● Stored items:
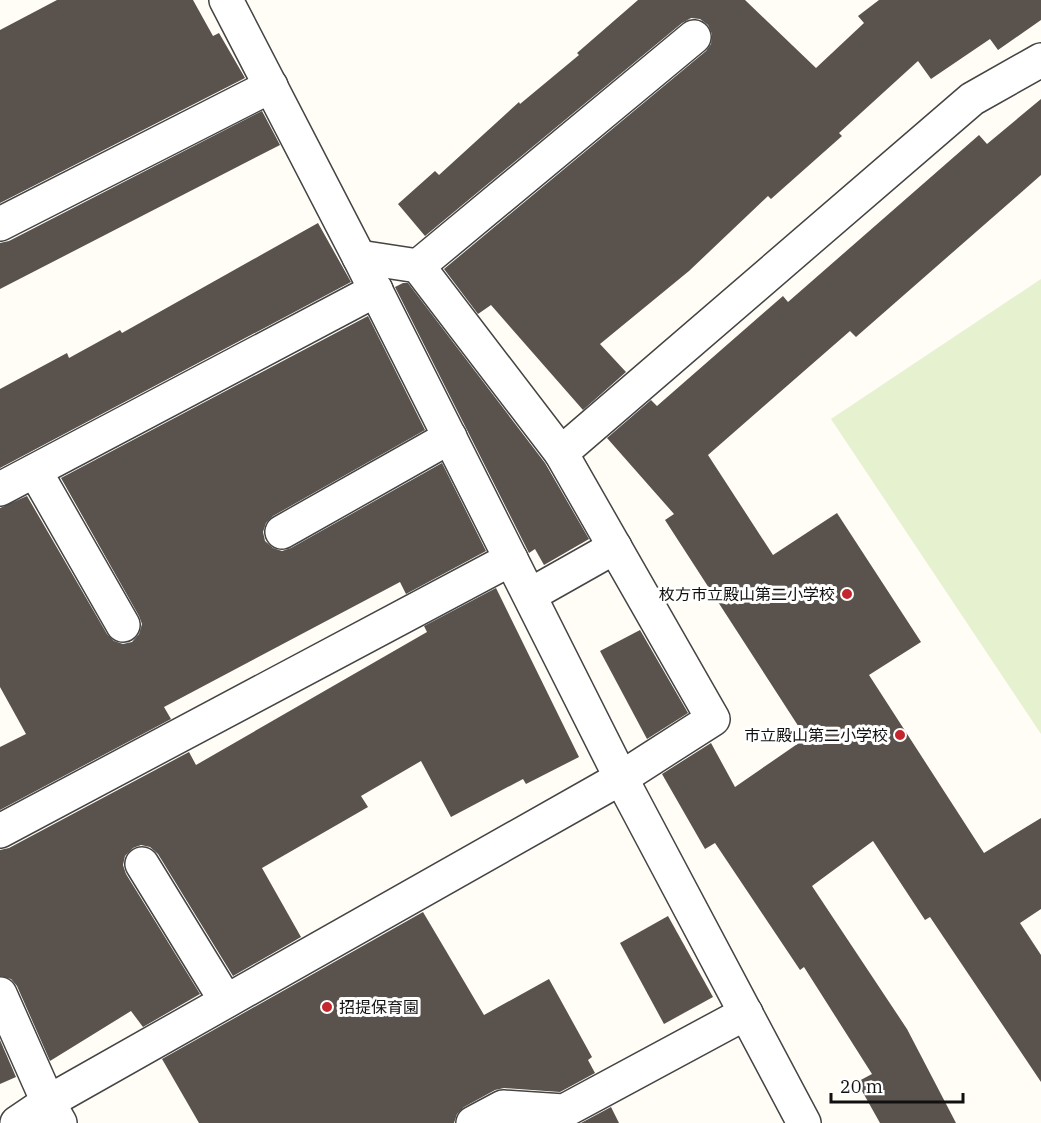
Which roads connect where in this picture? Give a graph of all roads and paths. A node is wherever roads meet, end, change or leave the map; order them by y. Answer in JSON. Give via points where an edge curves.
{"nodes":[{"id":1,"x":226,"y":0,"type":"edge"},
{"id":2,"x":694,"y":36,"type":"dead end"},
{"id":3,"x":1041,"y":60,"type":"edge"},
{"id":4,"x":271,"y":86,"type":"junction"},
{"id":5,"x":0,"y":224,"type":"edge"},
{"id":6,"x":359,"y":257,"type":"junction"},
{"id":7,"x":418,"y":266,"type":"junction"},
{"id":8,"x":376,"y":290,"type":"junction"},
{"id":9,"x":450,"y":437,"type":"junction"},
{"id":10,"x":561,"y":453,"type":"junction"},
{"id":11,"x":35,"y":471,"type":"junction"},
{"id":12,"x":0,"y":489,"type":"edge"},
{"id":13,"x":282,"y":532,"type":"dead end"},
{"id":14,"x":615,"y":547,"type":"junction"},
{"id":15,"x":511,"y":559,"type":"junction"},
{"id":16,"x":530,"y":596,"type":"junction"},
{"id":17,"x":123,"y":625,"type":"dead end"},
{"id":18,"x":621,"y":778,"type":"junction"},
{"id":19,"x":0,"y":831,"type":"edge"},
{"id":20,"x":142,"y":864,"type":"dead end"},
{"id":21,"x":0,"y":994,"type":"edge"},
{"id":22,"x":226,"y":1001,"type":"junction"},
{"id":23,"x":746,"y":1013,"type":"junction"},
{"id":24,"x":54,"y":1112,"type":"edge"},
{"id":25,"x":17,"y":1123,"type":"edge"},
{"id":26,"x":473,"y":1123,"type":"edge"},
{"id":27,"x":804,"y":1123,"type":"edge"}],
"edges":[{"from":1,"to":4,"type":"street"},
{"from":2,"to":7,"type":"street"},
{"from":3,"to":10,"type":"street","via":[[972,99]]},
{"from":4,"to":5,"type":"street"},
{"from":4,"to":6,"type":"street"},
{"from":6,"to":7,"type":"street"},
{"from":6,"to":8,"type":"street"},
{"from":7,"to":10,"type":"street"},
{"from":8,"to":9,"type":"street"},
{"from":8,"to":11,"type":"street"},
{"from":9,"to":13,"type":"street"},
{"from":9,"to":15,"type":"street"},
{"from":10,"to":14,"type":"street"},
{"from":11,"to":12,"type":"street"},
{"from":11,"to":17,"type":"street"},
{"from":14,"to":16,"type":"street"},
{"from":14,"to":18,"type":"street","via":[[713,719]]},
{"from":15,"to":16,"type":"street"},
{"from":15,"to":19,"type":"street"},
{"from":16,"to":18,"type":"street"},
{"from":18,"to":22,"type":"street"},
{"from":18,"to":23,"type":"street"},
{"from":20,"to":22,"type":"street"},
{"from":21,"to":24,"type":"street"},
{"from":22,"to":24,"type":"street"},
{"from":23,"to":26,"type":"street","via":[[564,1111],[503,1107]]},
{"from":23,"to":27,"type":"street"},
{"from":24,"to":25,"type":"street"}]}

● WHAT TO DO:
Copy the records above exactly. Do not carry any picture into the copy.

● RESPONSE BELOW:
Which roads connect where in this picture? Give a graph of all roads and paths. A node is wherever roads meet, end, change or leave the map; order them by y. Answer in JSON. Give via points where an edge curves.
{"nodes":[{"id":1,"x":226,"y":0,"type":"edge"},
{"id":2,"x":694,"y":36,"type":"dead end"},
{"id":3,"x":1041,"y":60,"type":"edge"},
{"id":4,"x":271,"y":86,"type":"junction"},
{"id":5,"x":0,"y":224,"type":"edge"},
{"id":6,"x":359,"y":257,"type":"junction"},
{"id":7,"x":418,"y":266,"type":"junction"},
{"id":8,"x":376,"y":290,"type":"junction"},
{"id":9,"x":450,"y":437,"type":"junction"},
{"id":10,"x":561,"y":453,"type":"junction"},
{"id":11,"x":35,"y":471,"type":"junction"},
{"id":12,"x":0,"y":489,"type":"edge"},
{"id":13,"x":282,"y":532,"type":"dead end"},
{"id":14,"x":615,"y":547,"type":"junction"},
{"id":15,"x":511,"y":559,"type":"junction"},
{"id":16,"x":530,"y":596,"type":"junction"},
{"id":17,"x":123,"y":625,"type":"dead end"},
{"id":18,"x":621,"y":778,"type":"junction"},
{"id":19,"x":0,"y":831,"type":"edge"},
{"id":20,"x":142,"y":864,"type":"dead end"},
{"id":21,"x":0,"y":994,"type":"edge"},
{"id":22,"x":226,"y":1001,"type":"junction"},
{"id":23,"x":746,"y":1013,"type":"junction"},
{"id":24,"x":54,"y":1112,"type":"edge"},
{"id":25,"x":17,"y":1123,"type":"edge"},
{"id":26,"x":473,"y":1123,"type":"edge"},
{"id":27,"x":804,"y":1123,"type":"edge"}],
"edges":[{"from":1,"to":4,"type":"street"},
{"from":2,"to":7,"type":"street"},
{"from":3,"to":10,"type":"street","via":[[972,99]]},
{"from":4,"to":5,"type":"street"},
{"from":4,"to":6,"type":"street"},
{"from":6,"to":7,"type":"street"},
{"from":6,"to":8,"type":"street"},
{"from":7,"to":10,"type":"street"},
{"from":8,"to":9,"type":"street"},
{"from":8,"to":11,"type":"street"},
{"from":9,"to":13,"type":"street"},
{"from":9,"to":15,"type":"street"},
{"from":10,"to":14,"type":"street"},
{"from":11,"to":12,"type":"street"},
{"from":11,"to":17,"type":"street"},
{"from":14,"to":16,"type":"street"},
{"from":14,"to":18,"type":"street","via":[[713,719]]},
{"from":15,"to":16,"type":"street"},
{"from":15,"to":19,"type":"street"},
{"from":16,"to":18,"type":"street"},
{"from":18,"to":22,"type":"street"},
{"from":18,"to":23,"type":"street"},
{"from":20,"to":22,"type":"street"},
{"from":21,"to":24,"type":"street"},
{"from":22,"to":24,"type":"street"},
{"from":23,"to":26,"type":"street","via":[[564,1111],[503,1107]]},
{"from":23,"to":27,"type":"street"},
{"from":24,"to":25,"type":"street"}]}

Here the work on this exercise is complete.